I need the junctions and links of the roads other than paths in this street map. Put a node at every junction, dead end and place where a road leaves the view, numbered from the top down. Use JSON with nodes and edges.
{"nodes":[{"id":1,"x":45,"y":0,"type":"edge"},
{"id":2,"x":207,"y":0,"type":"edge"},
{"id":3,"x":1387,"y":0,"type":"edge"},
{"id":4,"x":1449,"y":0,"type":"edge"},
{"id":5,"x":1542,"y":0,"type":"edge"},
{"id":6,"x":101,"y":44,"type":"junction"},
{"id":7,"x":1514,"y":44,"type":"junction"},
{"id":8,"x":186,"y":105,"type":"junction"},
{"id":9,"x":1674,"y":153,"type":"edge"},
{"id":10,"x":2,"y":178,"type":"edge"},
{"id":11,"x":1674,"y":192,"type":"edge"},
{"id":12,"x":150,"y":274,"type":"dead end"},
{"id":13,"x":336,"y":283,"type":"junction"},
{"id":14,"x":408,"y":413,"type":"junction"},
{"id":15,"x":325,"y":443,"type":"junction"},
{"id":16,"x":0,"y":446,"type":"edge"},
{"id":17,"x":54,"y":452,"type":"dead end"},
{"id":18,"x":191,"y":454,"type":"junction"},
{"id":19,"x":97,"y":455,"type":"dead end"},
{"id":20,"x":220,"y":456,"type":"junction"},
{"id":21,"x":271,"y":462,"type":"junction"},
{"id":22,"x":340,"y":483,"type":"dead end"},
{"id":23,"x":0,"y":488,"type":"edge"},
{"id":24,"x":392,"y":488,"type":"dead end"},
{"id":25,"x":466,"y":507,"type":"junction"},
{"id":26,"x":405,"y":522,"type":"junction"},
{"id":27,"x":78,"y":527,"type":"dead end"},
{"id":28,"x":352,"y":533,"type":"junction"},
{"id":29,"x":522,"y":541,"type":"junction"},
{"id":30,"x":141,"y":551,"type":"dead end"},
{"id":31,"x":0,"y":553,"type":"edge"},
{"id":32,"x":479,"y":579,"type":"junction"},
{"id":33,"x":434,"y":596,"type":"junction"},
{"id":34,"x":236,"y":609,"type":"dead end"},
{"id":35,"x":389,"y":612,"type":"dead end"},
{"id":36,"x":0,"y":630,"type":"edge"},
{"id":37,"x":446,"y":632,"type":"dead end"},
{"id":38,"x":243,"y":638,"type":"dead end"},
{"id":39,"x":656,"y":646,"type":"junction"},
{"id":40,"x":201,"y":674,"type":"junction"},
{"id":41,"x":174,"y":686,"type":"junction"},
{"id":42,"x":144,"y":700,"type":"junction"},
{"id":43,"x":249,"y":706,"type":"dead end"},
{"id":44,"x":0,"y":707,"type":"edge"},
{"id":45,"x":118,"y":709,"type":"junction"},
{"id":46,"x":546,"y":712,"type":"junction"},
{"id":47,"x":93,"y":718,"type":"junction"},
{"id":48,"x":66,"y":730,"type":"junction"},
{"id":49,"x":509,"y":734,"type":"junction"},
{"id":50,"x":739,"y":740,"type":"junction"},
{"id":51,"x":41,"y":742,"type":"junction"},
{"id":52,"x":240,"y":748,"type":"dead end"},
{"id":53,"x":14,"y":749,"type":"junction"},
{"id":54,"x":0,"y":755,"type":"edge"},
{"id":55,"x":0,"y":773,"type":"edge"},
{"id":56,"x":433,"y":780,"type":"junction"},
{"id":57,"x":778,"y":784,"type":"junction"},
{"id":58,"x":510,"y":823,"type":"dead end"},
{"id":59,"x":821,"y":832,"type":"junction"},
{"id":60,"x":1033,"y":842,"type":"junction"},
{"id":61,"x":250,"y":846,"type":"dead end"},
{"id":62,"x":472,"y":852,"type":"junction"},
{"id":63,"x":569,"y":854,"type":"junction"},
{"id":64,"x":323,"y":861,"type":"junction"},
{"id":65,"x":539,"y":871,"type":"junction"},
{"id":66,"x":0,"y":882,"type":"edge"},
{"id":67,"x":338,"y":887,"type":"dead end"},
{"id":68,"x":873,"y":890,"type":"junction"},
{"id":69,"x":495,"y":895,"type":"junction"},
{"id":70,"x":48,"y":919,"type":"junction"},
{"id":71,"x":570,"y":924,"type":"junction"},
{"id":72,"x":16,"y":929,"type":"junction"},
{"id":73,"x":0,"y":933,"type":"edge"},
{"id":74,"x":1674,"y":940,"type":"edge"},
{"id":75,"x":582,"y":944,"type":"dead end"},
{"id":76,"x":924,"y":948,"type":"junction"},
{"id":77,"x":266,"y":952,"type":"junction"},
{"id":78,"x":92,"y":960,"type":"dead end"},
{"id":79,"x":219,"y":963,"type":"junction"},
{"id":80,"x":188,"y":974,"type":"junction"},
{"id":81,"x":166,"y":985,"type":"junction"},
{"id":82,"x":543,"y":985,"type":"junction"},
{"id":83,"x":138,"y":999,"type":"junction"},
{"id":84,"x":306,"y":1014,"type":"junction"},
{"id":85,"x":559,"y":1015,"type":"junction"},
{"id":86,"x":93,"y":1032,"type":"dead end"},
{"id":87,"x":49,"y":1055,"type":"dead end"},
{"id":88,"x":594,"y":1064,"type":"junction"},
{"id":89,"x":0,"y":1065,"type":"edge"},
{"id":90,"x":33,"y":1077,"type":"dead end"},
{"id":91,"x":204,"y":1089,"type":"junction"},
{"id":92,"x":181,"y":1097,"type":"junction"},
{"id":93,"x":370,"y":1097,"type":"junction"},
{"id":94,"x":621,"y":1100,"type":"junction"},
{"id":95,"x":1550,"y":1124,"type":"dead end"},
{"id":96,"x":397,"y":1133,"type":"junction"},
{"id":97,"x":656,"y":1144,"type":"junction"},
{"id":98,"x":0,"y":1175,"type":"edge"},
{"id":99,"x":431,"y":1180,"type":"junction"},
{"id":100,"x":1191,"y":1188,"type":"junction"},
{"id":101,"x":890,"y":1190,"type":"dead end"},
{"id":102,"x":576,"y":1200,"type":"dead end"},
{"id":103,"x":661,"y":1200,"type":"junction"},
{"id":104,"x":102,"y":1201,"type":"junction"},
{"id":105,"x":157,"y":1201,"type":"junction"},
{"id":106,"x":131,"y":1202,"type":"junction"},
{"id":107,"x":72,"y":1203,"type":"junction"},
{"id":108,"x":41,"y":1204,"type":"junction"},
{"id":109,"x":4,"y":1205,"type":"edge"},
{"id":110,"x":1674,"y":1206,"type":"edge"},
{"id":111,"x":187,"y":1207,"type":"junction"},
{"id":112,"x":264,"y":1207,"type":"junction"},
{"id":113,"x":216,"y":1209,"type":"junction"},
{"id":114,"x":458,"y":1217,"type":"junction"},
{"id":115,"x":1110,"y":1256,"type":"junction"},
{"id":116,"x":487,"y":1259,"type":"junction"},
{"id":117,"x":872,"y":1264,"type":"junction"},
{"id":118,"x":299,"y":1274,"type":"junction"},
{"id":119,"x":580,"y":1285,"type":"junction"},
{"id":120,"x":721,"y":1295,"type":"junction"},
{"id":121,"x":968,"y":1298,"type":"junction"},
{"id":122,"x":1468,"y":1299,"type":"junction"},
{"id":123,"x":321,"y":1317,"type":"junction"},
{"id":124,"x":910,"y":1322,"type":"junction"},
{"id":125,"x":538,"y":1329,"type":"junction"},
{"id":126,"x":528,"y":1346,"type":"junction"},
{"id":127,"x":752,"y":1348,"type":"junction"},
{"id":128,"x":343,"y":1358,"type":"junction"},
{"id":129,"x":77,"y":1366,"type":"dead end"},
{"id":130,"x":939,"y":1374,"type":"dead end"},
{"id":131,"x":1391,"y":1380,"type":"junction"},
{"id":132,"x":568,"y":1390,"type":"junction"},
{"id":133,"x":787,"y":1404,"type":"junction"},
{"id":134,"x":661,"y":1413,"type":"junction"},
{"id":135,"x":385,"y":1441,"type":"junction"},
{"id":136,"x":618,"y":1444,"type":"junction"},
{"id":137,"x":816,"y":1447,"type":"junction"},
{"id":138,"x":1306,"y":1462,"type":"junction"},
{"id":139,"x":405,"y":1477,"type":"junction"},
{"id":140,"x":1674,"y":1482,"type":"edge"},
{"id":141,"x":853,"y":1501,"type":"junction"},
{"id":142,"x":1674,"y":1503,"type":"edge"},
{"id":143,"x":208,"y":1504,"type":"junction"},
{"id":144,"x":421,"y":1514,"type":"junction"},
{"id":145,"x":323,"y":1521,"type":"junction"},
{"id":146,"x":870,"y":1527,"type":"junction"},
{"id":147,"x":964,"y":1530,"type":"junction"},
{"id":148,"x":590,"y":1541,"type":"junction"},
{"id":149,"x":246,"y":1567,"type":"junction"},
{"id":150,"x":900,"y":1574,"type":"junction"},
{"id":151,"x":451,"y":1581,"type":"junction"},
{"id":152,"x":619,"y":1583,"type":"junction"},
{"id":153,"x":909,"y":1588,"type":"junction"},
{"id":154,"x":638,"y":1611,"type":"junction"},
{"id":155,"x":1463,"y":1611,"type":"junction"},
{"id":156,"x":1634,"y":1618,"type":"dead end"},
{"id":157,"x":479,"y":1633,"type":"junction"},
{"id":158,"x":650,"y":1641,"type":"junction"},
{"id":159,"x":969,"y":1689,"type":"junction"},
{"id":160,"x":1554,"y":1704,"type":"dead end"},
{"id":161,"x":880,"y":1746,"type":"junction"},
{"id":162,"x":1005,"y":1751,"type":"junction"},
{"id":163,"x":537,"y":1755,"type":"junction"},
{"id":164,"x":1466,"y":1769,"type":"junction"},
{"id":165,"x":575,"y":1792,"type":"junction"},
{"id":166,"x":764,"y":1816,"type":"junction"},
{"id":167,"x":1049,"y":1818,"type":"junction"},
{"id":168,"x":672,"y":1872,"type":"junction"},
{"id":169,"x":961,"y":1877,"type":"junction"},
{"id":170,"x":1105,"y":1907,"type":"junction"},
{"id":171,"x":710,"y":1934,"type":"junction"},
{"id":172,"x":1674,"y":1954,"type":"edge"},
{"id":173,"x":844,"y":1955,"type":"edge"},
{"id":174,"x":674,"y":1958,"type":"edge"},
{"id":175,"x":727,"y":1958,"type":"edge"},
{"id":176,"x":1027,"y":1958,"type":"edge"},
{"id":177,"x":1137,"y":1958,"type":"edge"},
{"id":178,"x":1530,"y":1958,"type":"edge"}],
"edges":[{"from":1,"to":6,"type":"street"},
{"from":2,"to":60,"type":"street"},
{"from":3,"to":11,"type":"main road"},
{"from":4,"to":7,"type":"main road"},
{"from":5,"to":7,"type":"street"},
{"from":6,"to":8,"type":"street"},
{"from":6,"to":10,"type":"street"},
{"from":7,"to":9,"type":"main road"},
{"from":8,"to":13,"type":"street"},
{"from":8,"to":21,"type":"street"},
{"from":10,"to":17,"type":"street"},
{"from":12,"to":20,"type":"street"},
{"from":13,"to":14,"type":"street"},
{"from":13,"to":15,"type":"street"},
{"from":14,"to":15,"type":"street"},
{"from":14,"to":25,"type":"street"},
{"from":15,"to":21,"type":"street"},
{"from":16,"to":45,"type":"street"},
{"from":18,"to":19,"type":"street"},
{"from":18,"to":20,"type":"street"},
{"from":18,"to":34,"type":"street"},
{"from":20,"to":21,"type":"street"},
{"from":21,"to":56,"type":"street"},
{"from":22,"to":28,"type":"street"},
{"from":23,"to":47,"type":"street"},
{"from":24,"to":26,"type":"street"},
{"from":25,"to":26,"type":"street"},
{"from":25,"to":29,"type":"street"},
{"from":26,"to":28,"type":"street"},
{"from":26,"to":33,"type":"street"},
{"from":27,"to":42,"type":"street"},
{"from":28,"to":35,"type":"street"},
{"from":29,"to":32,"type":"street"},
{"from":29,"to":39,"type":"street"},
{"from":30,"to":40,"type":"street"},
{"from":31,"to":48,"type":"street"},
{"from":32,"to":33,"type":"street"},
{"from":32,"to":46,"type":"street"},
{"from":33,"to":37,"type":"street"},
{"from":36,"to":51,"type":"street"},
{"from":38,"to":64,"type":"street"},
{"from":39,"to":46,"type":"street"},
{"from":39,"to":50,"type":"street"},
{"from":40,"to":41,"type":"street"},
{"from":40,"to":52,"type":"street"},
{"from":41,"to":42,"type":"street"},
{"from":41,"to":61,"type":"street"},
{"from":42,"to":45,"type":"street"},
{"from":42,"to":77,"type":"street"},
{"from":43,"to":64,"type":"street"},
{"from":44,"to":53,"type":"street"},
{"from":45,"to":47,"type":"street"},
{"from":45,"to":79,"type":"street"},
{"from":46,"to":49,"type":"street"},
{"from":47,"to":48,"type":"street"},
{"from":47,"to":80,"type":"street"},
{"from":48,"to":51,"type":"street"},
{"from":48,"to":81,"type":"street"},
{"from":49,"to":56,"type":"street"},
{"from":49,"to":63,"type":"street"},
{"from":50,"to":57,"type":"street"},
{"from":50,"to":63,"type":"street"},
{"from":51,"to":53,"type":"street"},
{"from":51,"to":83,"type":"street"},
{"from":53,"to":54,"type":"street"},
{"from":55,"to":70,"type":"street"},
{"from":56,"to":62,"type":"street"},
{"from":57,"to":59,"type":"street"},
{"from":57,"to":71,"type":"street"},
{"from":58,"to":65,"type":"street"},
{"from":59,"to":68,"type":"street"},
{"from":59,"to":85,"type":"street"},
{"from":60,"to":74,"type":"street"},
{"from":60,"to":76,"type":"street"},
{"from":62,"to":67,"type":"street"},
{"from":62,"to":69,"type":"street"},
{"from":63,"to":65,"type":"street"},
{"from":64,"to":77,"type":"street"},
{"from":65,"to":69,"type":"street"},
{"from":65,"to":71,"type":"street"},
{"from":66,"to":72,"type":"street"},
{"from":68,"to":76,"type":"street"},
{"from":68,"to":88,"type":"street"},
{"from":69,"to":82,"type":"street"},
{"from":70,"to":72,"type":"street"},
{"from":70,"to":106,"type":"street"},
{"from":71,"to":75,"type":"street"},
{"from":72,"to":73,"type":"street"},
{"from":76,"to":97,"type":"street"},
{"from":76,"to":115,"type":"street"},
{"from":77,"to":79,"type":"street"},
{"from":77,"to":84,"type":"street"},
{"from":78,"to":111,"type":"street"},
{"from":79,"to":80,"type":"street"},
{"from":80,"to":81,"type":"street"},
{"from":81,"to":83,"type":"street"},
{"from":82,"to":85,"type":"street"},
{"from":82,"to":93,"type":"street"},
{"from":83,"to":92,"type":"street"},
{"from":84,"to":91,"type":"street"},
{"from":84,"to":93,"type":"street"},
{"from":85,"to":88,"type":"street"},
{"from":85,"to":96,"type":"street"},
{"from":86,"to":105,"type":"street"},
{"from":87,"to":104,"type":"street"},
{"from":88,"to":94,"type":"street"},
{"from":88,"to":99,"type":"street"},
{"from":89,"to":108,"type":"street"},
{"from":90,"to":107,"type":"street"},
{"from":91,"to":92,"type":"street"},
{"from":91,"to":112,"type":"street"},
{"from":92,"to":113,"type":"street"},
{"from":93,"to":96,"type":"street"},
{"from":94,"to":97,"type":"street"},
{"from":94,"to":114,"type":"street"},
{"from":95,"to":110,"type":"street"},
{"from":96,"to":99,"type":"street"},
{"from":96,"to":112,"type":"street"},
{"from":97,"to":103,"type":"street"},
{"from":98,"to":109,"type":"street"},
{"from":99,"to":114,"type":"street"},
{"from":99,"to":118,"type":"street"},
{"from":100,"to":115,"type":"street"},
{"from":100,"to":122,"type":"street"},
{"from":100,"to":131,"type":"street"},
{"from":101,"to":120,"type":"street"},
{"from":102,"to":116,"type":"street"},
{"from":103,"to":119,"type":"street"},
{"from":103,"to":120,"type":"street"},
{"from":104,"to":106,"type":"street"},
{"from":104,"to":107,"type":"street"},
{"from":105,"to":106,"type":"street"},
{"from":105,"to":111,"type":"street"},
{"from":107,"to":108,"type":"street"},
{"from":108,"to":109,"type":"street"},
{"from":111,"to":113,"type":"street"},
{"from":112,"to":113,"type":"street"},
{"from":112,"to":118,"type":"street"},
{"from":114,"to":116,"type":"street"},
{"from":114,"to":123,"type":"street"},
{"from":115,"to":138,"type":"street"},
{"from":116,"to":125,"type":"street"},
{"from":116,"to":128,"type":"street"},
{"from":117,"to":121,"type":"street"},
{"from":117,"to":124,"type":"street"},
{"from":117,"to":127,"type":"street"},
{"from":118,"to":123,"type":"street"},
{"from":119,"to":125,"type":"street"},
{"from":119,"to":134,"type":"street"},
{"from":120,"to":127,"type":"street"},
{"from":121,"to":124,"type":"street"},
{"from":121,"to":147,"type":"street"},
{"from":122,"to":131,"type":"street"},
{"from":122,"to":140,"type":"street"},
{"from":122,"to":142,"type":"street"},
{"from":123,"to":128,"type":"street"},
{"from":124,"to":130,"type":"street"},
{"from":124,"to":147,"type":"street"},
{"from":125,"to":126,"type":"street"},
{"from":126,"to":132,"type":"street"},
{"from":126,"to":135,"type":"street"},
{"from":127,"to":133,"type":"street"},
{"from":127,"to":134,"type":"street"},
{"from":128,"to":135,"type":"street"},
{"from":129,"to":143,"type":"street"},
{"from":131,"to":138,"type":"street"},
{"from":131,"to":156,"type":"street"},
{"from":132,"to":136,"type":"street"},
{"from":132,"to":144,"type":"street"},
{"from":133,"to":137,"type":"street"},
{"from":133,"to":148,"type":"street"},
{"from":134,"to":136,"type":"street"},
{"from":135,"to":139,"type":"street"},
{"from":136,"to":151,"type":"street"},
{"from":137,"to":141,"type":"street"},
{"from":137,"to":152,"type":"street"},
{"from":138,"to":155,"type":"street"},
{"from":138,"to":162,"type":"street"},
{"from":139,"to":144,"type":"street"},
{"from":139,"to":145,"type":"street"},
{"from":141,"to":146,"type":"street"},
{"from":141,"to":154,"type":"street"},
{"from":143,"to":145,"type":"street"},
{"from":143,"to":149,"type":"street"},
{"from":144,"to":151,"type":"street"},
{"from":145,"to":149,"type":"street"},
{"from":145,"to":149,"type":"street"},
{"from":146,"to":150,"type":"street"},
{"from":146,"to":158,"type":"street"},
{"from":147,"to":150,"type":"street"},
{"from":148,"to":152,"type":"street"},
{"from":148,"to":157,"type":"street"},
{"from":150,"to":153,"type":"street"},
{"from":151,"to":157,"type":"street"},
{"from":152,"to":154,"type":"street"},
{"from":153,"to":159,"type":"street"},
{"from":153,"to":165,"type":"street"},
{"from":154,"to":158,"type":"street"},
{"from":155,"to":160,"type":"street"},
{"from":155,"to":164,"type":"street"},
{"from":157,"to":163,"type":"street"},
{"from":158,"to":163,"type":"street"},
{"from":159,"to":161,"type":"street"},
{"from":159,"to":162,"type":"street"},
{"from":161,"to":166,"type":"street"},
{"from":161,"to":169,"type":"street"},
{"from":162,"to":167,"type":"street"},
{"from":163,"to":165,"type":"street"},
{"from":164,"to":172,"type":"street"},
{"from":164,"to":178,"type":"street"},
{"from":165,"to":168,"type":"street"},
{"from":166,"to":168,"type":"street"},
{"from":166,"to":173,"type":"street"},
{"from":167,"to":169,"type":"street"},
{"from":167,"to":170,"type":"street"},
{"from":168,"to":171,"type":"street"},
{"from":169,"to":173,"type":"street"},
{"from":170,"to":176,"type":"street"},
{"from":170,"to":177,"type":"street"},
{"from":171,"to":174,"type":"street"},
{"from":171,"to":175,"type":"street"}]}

-=-=-=-=-

## WHAT THE EXERCISE ASKS
Copy every line of the entries above in which "main" occurs.

## WRITTEN RESPONSE
{"from":3,"to":11,"type":"main road"},
{"from":4,"to":7,"type":"main road"},
{"from":7,"to":9,"type":"main road"},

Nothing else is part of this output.